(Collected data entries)
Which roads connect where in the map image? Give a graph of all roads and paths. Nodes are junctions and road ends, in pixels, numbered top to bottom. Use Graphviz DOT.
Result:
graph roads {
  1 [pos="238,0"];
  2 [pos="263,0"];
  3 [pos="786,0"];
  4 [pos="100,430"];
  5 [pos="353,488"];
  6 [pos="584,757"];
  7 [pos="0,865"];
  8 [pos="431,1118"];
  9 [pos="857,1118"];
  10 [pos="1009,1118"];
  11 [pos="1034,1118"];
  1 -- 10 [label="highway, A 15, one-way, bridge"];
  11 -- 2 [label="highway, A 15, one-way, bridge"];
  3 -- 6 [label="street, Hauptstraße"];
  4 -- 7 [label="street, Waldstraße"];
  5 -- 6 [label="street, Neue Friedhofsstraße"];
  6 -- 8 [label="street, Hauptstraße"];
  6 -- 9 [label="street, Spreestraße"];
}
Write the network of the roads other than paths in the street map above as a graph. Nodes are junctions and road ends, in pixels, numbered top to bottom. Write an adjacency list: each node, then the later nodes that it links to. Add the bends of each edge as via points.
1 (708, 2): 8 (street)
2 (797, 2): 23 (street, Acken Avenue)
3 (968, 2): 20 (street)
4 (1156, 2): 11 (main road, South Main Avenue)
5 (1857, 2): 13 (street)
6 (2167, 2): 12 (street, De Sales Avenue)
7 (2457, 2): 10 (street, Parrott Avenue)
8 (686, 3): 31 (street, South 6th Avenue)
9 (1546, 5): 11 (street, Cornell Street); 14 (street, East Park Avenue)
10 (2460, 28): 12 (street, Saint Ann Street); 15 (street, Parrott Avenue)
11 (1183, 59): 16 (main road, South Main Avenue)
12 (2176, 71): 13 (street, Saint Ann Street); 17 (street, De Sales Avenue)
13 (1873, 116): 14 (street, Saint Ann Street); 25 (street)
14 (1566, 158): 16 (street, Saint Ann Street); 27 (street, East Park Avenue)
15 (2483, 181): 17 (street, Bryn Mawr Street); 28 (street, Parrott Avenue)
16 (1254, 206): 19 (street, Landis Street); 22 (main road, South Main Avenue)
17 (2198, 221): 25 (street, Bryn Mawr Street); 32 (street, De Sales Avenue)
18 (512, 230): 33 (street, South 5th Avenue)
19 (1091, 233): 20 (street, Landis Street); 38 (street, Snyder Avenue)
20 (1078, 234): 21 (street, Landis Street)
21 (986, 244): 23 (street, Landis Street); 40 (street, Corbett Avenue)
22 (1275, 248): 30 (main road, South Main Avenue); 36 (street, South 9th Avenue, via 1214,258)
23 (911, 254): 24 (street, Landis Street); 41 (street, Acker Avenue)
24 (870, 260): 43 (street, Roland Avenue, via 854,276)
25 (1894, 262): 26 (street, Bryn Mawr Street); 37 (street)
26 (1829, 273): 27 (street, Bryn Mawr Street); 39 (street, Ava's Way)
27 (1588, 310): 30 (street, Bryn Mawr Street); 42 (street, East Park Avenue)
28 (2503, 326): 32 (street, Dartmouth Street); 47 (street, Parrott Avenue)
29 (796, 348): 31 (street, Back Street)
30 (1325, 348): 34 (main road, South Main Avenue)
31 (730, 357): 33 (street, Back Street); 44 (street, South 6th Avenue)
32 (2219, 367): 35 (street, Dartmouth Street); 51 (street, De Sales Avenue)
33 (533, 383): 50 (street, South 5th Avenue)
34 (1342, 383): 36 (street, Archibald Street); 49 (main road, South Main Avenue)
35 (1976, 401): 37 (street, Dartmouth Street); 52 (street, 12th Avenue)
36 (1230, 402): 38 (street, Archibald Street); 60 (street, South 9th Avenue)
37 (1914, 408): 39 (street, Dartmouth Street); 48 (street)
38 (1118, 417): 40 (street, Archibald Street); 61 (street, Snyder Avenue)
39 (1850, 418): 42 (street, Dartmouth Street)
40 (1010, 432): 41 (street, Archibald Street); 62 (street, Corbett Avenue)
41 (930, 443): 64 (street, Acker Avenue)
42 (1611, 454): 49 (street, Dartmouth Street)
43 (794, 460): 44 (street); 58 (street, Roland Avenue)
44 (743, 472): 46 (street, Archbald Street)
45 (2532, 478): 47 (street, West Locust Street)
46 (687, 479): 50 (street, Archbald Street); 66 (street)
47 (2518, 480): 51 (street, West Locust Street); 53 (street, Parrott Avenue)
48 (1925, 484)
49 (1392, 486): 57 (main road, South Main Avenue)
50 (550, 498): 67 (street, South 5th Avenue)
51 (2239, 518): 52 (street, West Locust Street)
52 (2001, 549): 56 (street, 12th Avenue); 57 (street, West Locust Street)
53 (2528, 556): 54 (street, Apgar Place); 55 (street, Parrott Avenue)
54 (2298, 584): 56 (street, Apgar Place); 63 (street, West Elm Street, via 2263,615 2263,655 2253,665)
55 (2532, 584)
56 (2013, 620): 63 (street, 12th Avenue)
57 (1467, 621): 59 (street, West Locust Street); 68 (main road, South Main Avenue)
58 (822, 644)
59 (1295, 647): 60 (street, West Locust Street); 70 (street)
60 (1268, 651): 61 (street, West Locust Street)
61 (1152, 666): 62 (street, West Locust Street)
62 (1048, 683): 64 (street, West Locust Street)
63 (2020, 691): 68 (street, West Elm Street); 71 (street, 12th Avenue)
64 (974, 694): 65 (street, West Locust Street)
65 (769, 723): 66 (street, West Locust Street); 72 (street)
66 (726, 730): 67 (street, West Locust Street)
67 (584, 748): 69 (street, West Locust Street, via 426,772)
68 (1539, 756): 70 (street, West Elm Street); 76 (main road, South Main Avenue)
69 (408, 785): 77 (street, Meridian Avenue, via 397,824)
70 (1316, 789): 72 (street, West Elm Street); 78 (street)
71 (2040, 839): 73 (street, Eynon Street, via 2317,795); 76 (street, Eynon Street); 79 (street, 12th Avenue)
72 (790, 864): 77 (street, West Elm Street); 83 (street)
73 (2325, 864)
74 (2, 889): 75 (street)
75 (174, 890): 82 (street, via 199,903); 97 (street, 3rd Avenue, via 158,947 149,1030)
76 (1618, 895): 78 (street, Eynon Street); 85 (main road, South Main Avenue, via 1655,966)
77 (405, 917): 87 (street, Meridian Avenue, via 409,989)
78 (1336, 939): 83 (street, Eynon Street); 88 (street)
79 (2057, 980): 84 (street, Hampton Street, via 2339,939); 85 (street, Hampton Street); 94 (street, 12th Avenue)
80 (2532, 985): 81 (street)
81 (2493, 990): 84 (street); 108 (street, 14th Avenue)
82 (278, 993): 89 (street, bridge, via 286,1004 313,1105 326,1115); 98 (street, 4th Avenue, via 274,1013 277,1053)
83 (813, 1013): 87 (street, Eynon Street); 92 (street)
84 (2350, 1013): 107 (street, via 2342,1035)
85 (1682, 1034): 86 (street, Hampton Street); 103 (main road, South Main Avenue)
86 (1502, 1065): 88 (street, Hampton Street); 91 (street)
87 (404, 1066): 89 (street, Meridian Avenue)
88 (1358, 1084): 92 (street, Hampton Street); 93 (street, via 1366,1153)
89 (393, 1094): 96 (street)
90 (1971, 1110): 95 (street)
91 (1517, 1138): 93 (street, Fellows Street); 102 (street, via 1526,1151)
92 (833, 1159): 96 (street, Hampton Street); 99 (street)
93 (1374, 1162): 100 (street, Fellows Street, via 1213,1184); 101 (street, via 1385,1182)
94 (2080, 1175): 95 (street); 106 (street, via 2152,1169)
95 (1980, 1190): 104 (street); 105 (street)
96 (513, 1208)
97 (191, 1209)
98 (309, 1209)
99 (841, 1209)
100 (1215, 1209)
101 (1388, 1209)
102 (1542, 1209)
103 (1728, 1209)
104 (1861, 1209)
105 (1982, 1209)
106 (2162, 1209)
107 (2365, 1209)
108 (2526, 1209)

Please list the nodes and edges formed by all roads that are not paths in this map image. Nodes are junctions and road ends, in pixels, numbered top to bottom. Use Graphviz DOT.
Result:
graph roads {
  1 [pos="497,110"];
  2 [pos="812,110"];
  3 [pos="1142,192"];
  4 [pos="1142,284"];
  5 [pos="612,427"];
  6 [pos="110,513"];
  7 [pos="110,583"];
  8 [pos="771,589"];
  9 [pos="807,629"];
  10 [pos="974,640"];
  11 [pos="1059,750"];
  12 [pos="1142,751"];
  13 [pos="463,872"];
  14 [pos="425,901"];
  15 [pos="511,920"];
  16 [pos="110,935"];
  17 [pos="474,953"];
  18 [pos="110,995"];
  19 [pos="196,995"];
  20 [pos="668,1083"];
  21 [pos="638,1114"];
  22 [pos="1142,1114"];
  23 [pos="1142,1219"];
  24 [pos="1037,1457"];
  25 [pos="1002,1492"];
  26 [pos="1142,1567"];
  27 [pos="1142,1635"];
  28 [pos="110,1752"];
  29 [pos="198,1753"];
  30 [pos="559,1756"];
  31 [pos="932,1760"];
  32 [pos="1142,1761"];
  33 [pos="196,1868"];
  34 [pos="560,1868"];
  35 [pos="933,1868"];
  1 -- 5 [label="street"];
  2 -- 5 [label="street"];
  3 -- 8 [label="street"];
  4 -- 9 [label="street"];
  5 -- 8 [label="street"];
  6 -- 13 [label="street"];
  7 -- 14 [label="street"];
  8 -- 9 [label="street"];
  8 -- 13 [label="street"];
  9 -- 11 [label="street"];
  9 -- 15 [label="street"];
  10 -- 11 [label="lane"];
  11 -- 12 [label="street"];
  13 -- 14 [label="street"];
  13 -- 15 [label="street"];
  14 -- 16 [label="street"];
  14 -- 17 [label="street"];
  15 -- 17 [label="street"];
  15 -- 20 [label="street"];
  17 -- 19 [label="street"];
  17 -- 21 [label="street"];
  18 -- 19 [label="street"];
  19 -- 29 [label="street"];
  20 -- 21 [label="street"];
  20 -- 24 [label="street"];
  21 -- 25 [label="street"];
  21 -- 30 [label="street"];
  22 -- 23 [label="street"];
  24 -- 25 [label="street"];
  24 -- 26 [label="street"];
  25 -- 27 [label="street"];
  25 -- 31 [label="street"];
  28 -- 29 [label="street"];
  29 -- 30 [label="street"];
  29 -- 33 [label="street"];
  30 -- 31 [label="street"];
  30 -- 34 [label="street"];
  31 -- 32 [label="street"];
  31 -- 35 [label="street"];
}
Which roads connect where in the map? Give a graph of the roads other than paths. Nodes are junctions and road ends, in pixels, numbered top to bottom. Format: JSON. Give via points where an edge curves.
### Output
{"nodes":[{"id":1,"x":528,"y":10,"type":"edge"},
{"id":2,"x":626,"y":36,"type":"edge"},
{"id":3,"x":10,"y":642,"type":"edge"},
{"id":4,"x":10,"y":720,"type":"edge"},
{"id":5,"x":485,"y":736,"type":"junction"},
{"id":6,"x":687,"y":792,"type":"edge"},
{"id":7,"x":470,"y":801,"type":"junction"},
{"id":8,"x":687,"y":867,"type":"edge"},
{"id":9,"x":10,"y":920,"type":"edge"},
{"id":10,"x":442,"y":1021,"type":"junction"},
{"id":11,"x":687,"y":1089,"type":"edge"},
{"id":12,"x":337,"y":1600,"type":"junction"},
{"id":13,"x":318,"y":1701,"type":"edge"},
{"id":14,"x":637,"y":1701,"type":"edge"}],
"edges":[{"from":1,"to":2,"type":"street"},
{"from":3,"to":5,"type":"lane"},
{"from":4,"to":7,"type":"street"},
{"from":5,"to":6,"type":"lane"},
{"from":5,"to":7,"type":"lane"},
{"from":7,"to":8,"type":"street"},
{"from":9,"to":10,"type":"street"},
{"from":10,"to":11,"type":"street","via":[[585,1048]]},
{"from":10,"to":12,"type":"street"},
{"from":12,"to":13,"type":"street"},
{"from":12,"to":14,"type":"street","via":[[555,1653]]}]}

● Task goal:
Examine the records and pull out every line where the string "Apgar" occurs.

● Output for this exercise:
53 (2528, 556): 54 (street, Apgar Place); 55 (street, Parrott Avenue)
54 (2298, 584): 56 (street, Apgar Place); 63 (street, West Elm Street, via 2263,615 2263,655 2253,665)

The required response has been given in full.